### TASK TO COMPLETE
Each record must appear in the answer exactly as it does in the data.

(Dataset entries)
━━━━━━━━━━━━━━━━━━━━━━━━━━━━━━

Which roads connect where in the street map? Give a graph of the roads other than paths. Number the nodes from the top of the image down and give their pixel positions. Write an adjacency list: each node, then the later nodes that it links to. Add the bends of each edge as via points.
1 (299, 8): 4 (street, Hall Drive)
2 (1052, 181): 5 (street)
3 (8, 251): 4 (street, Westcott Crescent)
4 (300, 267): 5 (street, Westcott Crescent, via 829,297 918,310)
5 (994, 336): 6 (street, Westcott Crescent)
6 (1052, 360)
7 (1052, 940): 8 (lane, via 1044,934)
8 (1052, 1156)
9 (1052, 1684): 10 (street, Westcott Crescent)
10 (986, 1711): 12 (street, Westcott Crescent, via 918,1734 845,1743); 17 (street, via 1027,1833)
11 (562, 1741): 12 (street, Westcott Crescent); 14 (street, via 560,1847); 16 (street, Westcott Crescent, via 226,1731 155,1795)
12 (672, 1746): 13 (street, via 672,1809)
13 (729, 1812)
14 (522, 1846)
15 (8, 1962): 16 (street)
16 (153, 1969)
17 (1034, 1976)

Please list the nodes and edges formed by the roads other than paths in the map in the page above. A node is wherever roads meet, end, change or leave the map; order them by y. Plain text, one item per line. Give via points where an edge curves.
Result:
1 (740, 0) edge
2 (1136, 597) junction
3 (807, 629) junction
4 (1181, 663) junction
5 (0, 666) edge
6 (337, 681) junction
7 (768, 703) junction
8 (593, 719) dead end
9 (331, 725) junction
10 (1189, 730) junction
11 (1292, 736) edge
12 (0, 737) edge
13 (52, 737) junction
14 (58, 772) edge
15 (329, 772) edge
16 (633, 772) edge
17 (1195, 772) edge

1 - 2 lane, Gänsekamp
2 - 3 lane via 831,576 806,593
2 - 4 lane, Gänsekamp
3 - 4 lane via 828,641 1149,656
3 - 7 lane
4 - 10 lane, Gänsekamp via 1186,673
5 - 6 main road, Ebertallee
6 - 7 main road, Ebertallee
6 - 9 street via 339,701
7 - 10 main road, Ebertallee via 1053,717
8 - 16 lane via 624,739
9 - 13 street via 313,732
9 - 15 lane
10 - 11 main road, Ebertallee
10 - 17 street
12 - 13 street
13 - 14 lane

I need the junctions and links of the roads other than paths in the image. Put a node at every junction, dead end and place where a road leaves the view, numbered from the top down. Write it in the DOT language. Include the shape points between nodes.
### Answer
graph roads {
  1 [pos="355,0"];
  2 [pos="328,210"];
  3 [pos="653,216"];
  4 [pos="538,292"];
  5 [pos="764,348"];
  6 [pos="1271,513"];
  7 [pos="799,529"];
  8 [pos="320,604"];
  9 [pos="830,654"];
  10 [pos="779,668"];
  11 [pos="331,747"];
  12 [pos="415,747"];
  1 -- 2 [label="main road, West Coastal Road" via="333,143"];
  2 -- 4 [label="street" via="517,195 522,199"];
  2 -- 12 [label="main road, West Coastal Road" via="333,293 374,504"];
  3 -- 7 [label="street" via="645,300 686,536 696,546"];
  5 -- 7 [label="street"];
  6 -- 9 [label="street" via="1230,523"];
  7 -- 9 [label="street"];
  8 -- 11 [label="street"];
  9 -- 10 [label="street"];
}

━━━━━━━━━━━━━━━━━━━━━━━━━━━━━━

### RESULT
Which roads connect where in the street map? Give a graph of the roads other than paths. Number the nodes from the top of the image down and give their pixel positions. Write an adjacency list: each node, then the later nodes that it links to. Add the bends of each edge as via points.
1 (299, 8): 4 (street, Hall Drive)
2 (1052, 181): 5 (street)
3 (8, 251): 4 (street, Westcott Crescent)
4 (300, 267): 5 (street, Westcott Crescent, via 829,297 918,310)
5 (994, 336): 6 (street, Westcott Crescent)
6 (1052, 360)
7 (1052, 940): 8 (lane, via 1044,934)
8 (1052, 1156)
9 (1052, 1684): 10 (street, Westcott Crescent)
10 (986, 1711): 12 (street, Westcott Crescent, via 918,1734 845,1743); 17 (street, via 1027,1833)
11 (562, 1741): 12 (street, Westcott Crescent); 14 (street, via 560,1847); 16 (street, Westcott Crescent, via 226,1731 155,1795)
12 (672, 1746): 13 (street, via 672,1809)
13 (729, 1812)
14 (522, 1846)
15 (8, 1962): 16 (street)
16 (153, 1969)
17 (1034, 1976)

Please list the nodes and edges formed by the roads other than paths in the map in the page above. A node is wherever roads meet, end, change or leave the map; order them by y. Plain text, one item per line. Give via points where an edge curves.
Result:
1 (740, 0) edge
2 (1136, 597) junction
3 (807, 629) junction
4 (1181, 663) junction
5 (0, 666) edge
6 (337, 681) junction
7 (768, 703) junction
8 (593, 719) dead end
9 (331, 725) junction
10 (1189, 730) junction
11 (1292, 736) edge
12 (0, 737) edge
13 (52, 737) junction
14 (58, 772) edge
15 (329, 772) edge
16 (633, 772) edge
17 (1195, 772) edge

1 - 2 lane, Gänsekamp
2 - 3 lane via 831,576 806,593
2 - 4 lane, Gänsekamp
3 - 4 lane via 828,641 1149,656
3 - 7 lane
4 - 10 lane, Gänsekamp via 1186,673
5 - 6 main road, Ebertallee
6 - 7 main road, Ebertallee
6 - 9 street via 339,701
7 - 10 main road, Ebertallee via 1053,717
8 - 16 lane via 624,739
9 - 13 street via 313,732
9 - 15 lane
10 - 11 main road, Ebertallee
10 - 17 street
12 - 13 street
13 - 14 lane

I need the junctions and links of the roads other than paths in the image. Put a node at every junction, dead end and place where a road leaves the view, numbered from the top down. Write it in the DOT language. Include the shape points between nodes.
### Answer
graph roads {
  1 [pos="355,0"];
  2 [pos="328,210"];
  3 [pos="653,216"];
  4 [pos="538,292"];
  5 [pos="764,348"];
  6 [pos="1271,513"];
  7 [pos="799,529"];
  8 [pos="320,604"];
  9 [pos="830,654"];
  10 [pos="779,668"];
  11 [pos="331,747"];
  12 [pos="415,747"];
  1 -- 2 [label="main road, West Coastal Road" via="333,143"];
  2 -- 4 [label="street" via="517,195 522,199"];
  2 -- 12 [label="main road, West Coastal Road" via="333,293 374,504"];
  3 -- 7 [label="street" via="645,300 686,536 696,546"];
  5 -- 7 [label="street"];
  6 -- 9 [label="street" via="1230,523"];
  7 -- 9 [label="street"];
  8 -- 11 [label="street"];
  9 -- 10 [label="street"];
}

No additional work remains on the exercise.